The most important point made by the authors remains however their evidences for preferential within-ecotype recombination. When examining recombination events affecting recently diverged pairs of strains, recombination rates were found to be higher within than between habitats. The authors make here an essential point toward a unified theory of bacterial genomes evolution. Such preferential recombination indeed provides an explanation for the development of ecotypes, usually considered an evidence of genomewide genetic sweeps, from gene-specific sweeps. Even if the mechanisms involved in genes transmission are quite different between Eubacteria and Eucaryotes, they seem to converge in allowing gene-specific selective sweeps and in restricting genetic exchange between habitat. This study show a more universal picture of selective pressures on evolutionary mechanisms than previously thought between Eucaryotes and Eubacteria (Fig. 2).

Fig. 2: Model of ecological differentiation between bacterial ecotypes (from Shapiro et al. 2012). Thin grey (resp. black) arrows represent recombination within (resp. between) ecologically associated populations.
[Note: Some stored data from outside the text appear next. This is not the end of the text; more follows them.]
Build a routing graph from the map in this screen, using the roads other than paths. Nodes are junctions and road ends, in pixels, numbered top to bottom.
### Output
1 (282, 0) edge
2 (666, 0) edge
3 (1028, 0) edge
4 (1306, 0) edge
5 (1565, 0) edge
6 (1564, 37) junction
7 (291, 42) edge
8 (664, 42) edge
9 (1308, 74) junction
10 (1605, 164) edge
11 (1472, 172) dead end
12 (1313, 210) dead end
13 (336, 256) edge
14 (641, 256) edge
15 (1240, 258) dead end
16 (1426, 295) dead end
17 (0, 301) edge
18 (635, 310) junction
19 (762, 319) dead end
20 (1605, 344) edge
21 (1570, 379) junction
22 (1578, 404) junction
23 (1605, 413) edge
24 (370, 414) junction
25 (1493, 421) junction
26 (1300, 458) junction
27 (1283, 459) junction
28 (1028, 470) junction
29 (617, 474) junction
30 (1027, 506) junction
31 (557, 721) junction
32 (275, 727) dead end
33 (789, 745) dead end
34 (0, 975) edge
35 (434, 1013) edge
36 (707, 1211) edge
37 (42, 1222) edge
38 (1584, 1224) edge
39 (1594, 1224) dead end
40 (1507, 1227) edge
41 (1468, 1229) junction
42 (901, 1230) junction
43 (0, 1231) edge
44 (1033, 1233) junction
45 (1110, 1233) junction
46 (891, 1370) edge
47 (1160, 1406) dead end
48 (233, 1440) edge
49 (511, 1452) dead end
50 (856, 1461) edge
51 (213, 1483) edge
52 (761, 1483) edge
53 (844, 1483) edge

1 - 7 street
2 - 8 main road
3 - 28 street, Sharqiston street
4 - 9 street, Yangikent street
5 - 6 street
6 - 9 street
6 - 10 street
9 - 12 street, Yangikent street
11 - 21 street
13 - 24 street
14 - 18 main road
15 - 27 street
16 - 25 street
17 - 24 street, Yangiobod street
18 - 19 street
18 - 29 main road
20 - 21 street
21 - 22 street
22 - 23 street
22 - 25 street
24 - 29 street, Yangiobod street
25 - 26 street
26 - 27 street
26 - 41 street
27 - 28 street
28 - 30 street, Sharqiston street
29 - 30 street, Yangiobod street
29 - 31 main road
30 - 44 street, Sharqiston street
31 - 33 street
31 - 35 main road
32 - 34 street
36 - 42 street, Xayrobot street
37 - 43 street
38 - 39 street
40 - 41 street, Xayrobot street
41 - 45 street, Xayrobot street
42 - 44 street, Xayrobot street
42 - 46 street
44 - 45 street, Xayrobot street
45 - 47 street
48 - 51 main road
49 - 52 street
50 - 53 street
Thick coloured arrows represent acquisition of adaptive alleles for red or green habitat.

Eventually, this new insight into bacterial evolution plead for a new structure of bacterial diversity. Whether and how a species-level could be defined in Eubacteria has been a long standing controversy. The current species criterion dates back to 1987: it defines a species as a group of clonal strains characterized by at least one phenotypic trait and 70% DNA–DNA hybridization[iii]. However this definition was often criticized for grouping within one species extremely diverse phenotypes[iv]. Moreover, the very idea of bacterial species was sometimes rejected on the basis of common genetic exchanges between morphologically and ecologically distinct bacteria[v]. That last assertion is here contradicted by demonstrating the existence of barriers to gene flow between habitats. If recombination, that is “bacterial sex”, is more frequent within than between habitats, ecotypes are quite close to the definition of a species in Eucaryotes, an “ecotype-hypothesis” already put forward about ten years ago[vi]. Therefore this study provides a first step toward the “solid understanding of the genetic basis of the ecological distinctiveness of the ecotype” advocated by Konstantinidis et al. in 2006[iv], although it does not exclude the possibility that some ecotypes be defined by gene expression rather than gene content.

New paths for research are here opened, especially to define the barriers to gene flow that could explain habitat-specific recombination. The bacteria studied here are not known well enough to define the ecological differentiation observed as sympatric or allopatric: if their habitats within sea water are distinct enough, a physical barrier could be considered. If the differentiation can be regarded as sympatric, the mechanisms that prevent recombination between ecotypes are still to be investigated.